Records contained in a dataset:
·····

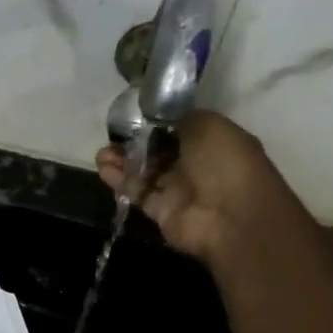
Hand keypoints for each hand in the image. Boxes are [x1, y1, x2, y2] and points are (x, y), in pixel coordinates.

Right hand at [95, 110, 289, 263]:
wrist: (230, 217)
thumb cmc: (225, 164)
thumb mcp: (208, 125)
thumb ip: (181, 118)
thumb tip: (160, 119)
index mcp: (212, 141)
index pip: (177, 128)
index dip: (155, 122)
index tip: (133, 116)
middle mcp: (195, 164)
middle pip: (157, 150)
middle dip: (134, 142)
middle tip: (112, 136)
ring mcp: (177, 189)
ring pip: (144, 171)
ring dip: (122, 161)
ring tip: (102, 154)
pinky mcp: (160, 210)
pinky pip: (137, 192)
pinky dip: (119, 180)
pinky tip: (103, 169)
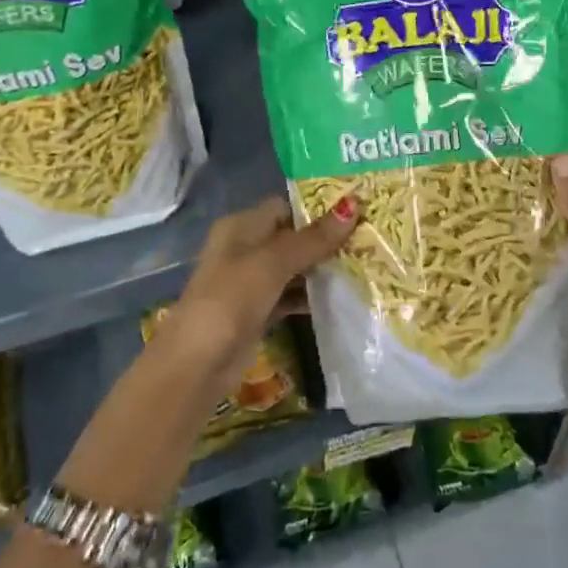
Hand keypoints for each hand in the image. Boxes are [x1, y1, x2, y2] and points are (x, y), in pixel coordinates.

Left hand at [151, 194, 360, 406]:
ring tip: (366, 265)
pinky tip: (343, 297)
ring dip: (323, 269)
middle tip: (369, 239)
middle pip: (292, 237)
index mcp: (240, 227)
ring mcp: (252, 283)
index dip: (317, 208)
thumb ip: (313, 238)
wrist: (198, 362)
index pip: (284, 207)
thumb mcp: (272, 263)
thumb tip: (353, 205)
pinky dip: (312, 296)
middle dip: (326, 240)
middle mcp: (245, 249)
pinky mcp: (259, 312)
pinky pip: (292, 296)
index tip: (357, 210)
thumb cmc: (231, 299)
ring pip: (294, 268)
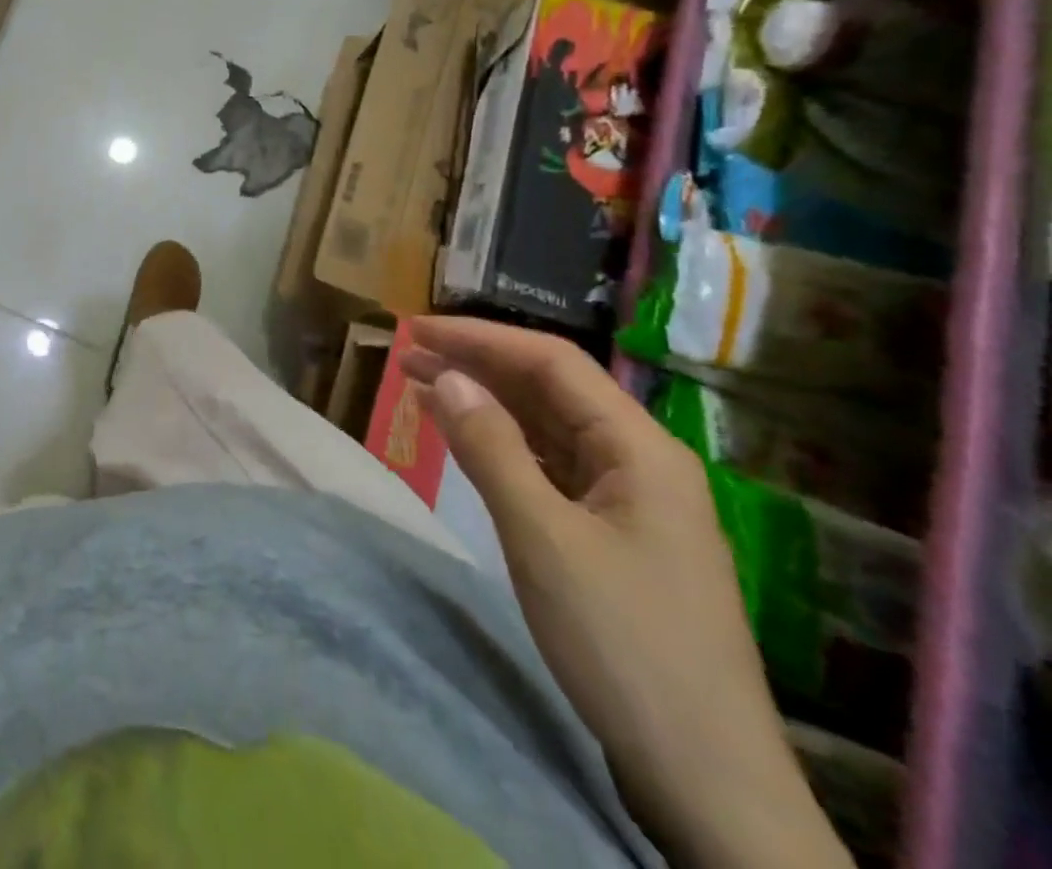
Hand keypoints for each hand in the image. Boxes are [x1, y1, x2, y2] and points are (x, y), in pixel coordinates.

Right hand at [401, 317, 850, 868]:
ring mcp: (628, 500)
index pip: (552, 362)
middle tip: (406, 354)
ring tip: (419, 384)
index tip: (416, 329)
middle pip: (549, 390)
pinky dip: (499, 445)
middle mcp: (639, 461)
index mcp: (639, 449)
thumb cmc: (623, 644)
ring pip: (546, 427)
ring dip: (484, 402)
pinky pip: (547, 467)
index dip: (480, 338)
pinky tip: (460, 438)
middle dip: (477, 365)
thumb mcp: (542, 537)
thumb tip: (445, 375)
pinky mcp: (611, 535)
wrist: (704, 779)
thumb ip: (491, 447)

·····

Instructions to follow »
Would you transcribe each of the entries exactly, skipping the pictures?

Response area »
Hand keypoints for each hand in the image. Boxes are [x1, y1, x2, y2] and points are (x, y), in pixel coordinates.

Right hand at [95, 110, 289, 263]:
wrist: (230, 217)
thumb cmc: (225, 164)
thumb mcp: (208, 125)
thumb ip: (181, 118)
thumb tip: (160, 119)
index mcp: (212, 141)
index pip: (177, 128)
index dip: (155, 122)
index tip: (133, 116)
middle mcp: (195, 164)
middle pip: (157, 150)
middle dip: (134, 142)
middle tip: (112, 136)
ring mcp: (177, 189)
ring pip: (144, 171)
ring dip: (122, 161)
ring tip: (102, 154)
pinky mcp: (160, 210)
pinky pip: (137, 192)
pinky dip: (119, 180)
pinky tip: (103, 169)
Hand keypoints for each hand in the image. Boxes are [x1, y1, x2, y2] and points are (x, y), in pixel coordinates.

Left hand at [151, 194, 360, 406]:
ring tip: (366, 265)
pinky tip: (343, 297)
ring dip: (323, 269)
middle tip: (369, 239)
middle pip: (292, 237)
index mcp: (240, 227)
ring mcp: (252, 283)
index dip: (317, 208)
thumb ip: (313, 238)
wrist: (198, 362)
index pip: (284, 207)
thumb mcp: (272, 263)
thumb tip: (353, 205)
pinky dip: (312, 296)
middle dip: (326, 240)
middle mcp: (245, 249)
pinky mcp: (259, 312)
pinky pip: (292, 296)
index tip: (357, 210)
thumb cmc: (231, 299)
ring pip: (294, 268)
Hand keypoints for each hand in the image. Boxes are [x1, y1, x2, y2] and points are (x, y), in pixel coordinates.

Right hand at [401, 317, 850, 868]:
ring mcp: (628, 500)
index pip: (552, 362)
middle tip: (406, 354)
ring tip: (419, 384)
index tip: (416, 329)
middle pip: (549, 390)
pinky dip: (499, 445)
middle mcp: (639, 461)
index mcp: (639, 449)
thumb cmc: (623, 644)
ring pip: (546, 427)
ring dip: (484, 402)
pinky pip: (547, 467)
index dip: (480, 338)
pinky tip: (460, 438)
middle dip: (477, 365)
thumb mcp: (542, 537)
thumb tip: (445, 375)
pinky mcp: (611, 535)
wrist: (704, 779)
thumb ip: (491, 447)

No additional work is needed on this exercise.